The vintage rocker side of Welch comes, in part, from her dad, who made his career in advertising but tried his hand at music when he was young. He introduced little Florence to bands like Velvet Underground and Love — and it paid off. He got to live vicariously through his daughter when he drove her band’s van around Europe during their first tour. (Florence’s siblings and step-family, whom she’s really close to, often accompany her on the road and her sister works as her PA.) “We definitely didn’t have to tone things down when he was around,” she says.

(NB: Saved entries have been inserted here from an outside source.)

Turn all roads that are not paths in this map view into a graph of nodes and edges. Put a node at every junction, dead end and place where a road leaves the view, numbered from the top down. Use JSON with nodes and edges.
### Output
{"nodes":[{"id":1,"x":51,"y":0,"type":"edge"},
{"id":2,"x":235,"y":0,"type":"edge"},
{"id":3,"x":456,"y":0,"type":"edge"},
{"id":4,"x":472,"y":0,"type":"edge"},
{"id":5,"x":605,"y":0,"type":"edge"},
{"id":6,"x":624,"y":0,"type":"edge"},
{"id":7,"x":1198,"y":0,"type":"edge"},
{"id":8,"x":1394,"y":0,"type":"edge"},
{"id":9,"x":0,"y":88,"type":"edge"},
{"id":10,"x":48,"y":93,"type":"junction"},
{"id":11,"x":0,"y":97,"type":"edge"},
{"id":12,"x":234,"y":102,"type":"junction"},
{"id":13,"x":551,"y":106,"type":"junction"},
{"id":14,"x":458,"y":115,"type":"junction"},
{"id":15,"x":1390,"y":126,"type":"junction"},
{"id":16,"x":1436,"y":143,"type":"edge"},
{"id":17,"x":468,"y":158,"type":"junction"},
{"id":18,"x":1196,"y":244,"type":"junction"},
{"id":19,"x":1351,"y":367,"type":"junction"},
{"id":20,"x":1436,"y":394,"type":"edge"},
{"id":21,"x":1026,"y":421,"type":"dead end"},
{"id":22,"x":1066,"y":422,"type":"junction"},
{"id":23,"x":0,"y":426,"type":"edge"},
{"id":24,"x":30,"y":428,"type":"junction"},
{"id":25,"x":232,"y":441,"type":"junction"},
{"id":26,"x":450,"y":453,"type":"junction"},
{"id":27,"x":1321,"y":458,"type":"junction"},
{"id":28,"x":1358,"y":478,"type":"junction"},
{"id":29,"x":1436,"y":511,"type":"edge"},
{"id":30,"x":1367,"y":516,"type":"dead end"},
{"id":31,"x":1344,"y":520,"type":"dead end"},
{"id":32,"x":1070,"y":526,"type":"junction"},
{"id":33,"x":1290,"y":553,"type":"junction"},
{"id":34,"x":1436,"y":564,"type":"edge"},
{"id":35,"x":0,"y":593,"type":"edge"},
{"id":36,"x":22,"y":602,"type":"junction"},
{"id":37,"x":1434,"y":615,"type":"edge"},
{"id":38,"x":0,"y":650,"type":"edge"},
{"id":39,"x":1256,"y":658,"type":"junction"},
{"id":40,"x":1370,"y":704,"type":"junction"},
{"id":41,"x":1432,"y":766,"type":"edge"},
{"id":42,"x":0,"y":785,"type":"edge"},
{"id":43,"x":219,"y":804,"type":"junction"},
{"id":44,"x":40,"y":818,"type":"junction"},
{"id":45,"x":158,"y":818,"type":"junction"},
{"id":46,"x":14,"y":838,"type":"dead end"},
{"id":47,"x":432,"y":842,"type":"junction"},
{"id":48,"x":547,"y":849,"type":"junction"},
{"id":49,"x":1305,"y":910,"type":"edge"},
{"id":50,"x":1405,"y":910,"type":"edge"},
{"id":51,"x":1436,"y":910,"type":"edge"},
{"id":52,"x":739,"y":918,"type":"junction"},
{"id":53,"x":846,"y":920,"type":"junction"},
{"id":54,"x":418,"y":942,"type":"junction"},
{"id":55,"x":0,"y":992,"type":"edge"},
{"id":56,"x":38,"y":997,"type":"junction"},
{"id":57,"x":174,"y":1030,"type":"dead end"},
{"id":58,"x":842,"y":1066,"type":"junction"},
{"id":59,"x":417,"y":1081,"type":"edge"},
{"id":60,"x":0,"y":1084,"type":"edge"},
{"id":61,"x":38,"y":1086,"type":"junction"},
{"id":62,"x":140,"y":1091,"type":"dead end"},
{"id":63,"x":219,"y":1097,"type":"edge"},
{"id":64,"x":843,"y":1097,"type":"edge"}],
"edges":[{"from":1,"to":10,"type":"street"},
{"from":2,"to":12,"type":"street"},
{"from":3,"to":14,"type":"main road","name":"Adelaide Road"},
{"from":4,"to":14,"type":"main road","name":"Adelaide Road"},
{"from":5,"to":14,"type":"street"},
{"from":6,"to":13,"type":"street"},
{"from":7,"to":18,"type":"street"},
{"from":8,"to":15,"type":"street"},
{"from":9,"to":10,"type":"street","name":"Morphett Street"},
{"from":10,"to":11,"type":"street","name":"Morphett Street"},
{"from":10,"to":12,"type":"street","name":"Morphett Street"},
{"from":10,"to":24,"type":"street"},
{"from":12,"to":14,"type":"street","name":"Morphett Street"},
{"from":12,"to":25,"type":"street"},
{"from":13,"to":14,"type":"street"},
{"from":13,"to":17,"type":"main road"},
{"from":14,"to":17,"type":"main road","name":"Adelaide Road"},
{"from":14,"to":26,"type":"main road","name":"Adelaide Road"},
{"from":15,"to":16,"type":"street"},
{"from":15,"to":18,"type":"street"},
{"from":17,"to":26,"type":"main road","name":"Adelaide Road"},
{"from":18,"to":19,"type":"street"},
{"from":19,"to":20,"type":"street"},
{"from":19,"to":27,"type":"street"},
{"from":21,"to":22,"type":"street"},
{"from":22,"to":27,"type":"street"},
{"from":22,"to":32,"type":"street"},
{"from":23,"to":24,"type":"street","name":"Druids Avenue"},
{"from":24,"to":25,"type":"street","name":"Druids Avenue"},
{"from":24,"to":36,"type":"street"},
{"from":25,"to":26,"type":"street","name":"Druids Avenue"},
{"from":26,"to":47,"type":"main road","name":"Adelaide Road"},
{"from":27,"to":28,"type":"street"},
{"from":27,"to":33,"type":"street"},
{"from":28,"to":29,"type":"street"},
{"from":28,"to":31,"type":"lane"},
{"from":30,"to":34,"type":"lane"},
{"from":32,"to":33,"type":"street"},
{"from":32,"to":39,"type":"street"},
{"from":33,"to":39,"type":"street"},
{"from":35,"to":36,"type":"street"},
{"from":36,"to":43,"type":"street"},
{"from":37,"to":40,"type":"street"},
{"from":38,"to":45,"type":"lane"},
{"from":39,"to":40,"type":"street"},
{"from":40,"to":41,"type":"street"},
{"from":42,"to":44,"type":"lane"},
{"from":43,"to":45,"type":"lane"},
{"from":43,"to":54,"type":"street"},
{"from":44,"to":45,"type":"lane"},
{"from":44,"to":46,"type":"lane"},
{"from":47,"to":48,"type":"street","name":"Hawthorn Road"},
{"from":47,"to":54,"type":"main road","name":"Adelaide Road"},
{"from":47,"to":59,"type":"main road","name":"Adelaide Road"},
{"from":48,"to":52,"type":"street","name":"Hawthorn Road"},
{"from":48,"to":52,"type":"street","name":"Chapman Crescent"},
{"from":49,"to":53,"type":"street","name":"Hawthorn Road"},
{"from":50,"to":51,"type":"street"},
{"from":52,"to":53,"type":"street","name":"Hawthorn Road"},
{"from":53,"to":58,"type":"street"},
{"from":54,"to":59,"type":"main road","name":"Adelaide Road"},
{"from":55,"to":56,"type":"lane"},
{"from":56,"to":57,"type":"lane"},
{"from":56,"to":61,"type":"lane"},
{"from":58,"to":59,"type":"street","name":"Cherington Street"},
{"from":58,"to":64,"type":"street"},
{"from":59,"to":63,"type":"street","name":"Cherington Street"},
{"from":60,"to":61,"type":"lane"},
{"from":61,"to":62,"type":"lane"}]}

Then there was her round of toasts with Beyonce backstage at the Isle of Wight festival: not quite a bender, but a memorable party moment for Welch nonetheless. “I was on just before Jay-Z and she passed me and went, ‘Ah!’ And I went, ‘Ah!’ And she was like, ‘It’s such an honor to meet you!’ And I was like, ‘Oh my gosh, it’s such an honor to meet you!’ Then she, Kanye and I went, ‘Cheers!’ and it was so surreal,” she says.
It’s difficult to get to the heart of a person during a blind date interview, hastily arranged at a South London pub. But seeing Welch light up when telling her stories, you get the sense that she’s happiest when doing things and going places rather than sitting still. In a revealing moment before our chat, she looked especially vulnerable during a seated photo shoot, which seemed to visibly tax her. When the photographer took the last shot, her shoulders slumped over, and her fingers, covered in chunky gold Baroque rings, curled into a ball. “Today has just been …” she sighed heavily and slouched her shoulders even further.
After becoming a global success very quickly after “Lungs,” Welch reportedly had a bout of depression. But today, she’s not in the mood for self-examination. And she’s not necessarily haunted by the demons and angels she sings about. “Though I do believe one can have them internally,” she admits. And she could care less whether her glass is half empty or full: “I’d rather drink the glass and figure it out.”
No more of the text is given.